Issue 48 June 2001	BYTES IN BRIEF® by Editors: Sharon D. Nelson, Esq. and John W. Simek Associate Editor: Amelia C. Hierholzer Editor Emeritus: G.V. Nelson 9500+ subscribers worldwide © 2001 Sensei Enterprises, Inc./Nelson & Wolfe. All rights reserved. This newsletter may not be reproduced or redistributed in any manner except with consent of the copyright owner. Distributed by Silver Law Inc. under license.

FBI HACKS RUSSIAN SERVERS: IS IT LEGAL???

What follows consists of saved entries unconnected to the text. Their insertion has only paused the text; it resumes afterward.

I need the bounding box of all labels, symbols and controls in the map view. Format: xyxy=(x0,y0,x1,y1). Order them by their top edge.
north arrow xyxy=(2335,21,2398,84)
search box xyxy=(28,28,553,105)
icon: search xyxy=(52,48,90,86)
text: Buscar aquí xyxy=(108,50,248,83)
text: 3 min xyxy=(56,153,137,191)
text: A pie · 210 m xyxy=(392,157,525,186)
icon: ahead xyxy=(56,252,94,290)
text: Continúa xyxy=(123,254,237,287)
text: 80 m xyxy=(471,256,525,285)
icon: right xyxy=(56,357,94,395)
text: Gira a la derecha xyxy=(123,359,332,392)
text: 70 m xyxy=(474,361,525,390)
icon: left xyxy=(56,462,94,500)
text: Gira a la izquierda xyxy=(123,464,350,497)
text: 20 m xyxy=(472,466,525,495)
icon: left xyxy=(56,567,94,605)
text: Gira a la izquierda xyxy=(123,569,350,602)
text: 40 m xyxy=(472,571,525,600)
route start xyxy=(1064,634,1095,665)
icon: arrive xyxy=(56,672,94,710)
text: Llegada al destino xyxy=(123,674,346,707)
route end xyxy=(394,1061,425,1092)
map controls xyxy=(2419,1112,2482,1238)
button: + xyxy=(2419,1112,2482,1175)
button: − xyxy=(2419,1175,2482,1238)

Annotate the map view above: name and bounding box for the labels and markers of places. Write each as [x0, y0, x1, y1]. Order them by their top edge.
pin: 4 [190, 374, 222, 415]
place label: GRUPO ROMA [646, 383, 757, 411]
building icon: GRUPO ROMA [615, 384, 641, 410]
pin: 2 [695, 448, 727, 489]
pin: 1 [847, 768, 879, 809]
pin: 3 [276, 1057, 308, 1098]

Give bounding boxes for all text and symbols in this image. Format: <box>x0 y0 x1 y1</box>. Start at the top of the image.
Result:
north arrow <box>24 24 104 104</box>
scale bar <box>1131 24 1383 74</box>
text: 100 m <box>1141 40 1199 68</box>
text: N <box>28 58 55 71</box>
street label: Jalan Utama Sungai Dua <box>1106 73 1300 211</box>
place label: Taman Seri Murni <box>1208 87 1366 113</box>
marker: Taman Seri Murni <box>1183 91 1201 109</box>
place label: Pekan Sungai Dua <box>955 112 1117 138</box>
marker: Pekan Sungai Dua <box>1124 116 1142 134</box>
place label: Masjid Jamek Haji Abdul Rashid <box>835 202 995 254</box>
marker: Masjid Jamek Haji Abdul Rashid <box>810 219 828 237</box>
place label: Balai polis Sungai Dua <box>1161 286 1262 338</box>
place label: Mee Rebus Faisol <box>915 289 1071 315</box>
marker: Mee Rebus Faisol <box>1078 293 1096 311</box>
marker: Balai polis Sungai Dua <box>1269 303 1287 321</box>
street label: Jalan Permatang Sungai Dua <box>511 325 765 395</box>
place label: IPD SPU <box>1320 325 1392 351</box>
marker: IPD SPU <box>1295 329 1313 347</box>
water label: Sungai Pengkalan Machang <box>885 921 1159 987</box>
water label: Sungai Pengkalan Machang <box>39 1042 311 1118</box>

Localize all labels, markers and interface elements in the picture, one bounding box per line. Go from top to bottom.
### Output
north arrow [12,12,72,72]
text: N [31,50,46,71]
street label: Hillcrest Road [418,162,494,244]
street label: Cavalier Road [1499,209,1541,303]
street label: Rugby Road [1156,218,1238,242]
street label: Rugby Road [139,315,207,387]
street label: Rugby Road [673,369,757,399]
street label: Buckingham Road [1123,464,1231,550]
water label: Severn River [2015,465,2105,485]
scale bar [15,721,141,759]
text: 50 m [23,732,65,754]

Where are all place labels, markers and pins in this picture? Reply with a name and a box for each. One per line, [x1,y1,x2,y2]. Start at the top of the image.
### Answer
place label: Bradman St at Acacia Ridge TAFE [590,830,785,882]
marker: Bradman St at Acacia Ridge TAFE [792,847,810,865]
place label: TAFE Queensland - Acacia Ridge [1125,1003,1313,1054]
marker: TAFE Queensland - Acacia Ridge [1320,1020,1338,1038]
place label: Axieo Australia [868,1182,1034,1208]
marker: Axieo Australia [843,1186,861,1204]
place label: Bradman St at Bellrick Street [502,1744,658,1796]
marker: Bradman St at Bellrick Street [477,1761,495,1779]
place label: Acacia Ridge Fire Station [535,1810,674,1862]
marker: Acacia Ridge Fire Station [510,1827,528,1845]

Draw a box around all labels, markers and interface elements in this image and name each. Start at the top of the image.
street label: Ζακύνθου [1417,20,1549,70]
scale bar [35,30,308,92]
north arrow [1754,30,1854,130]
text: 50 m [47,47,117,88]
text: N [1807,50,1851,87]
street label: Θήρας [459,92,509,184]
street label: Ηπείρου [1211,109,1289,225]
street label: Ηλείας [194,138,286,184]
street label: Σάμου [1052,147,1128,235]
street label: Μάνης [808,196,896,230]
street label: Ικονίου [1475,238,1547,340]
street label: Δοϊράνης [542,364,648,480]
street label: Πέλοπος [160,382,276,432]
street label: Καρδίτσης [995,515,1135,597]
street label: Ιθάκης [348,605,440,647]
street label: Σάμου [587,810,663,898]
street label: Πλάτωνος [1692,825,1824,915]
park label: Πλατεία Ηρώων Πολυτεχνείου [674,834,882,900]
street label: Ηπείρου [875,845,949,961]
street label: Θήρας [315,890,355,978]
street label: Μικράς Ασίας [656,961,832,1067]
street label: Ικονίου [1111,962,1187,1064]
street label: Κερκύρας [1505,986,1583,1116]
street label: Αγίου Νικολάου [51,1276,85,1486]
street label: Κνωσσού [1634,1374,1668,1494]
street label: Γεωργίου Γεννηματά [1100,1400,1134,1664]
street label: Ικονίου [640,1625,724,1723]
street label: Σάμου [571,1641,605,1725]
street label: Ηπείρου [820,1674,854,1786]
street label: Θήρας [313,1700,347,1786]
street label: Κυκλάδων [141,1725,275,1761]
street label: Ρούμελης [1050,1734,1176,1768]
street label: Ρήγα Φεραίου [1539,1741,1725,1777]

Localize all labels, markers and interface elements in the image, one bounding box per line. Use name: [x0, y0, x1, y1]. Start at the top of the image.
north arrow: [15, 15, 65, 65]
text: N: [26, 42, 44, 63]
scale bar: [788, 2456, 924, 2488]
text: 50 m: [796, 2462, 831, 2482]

Two alleged network hackers, Russians Alexey Ivanov and Vasiliy Gorshkov, were indicted in April in the U.S. District Court for the Western District of Washington for conspiracy, wire fraud, and violations of the Computer Crime and Abuse Act. They allegedly broke into the networks of several corporations, lifted credit card information and then offered their consulting services to the companies to fix the security flaws they had exploited. Victimized were Speakeasy.net, CTS and the U.S. subsidiary of South Korea's Nara Bank. Controversy has been swirling around the manner in which the FBI caught the Russians, by creating a sting operation in which the Russians were invited to the state of Washington on the pretext of being offered computer security jobs. Their activities were then monitored, and after surveillance of their connection to two servers in Russia, the FBI used their passwords to download incriminating evidence from those servers. Legal experts are concerned that this will set a precedent allowing U.S. law enforcement authorities free rein to hack into foreign computers and, conversely, that other countries will use this legal justification to break into U.S. computers to aid their own  investigations. U.S. authorities had asked their Russian counterparts to assist in gathering the information from the servers, but received no help. This is the first acknowledged hacking by U.S. authorities of foreign servers. Further information may be found at http://news.cnet.com/news/0-1003-200-5785729.html

FORGET THE HACKERS, IT'S THE DEVIL YOU KNOW!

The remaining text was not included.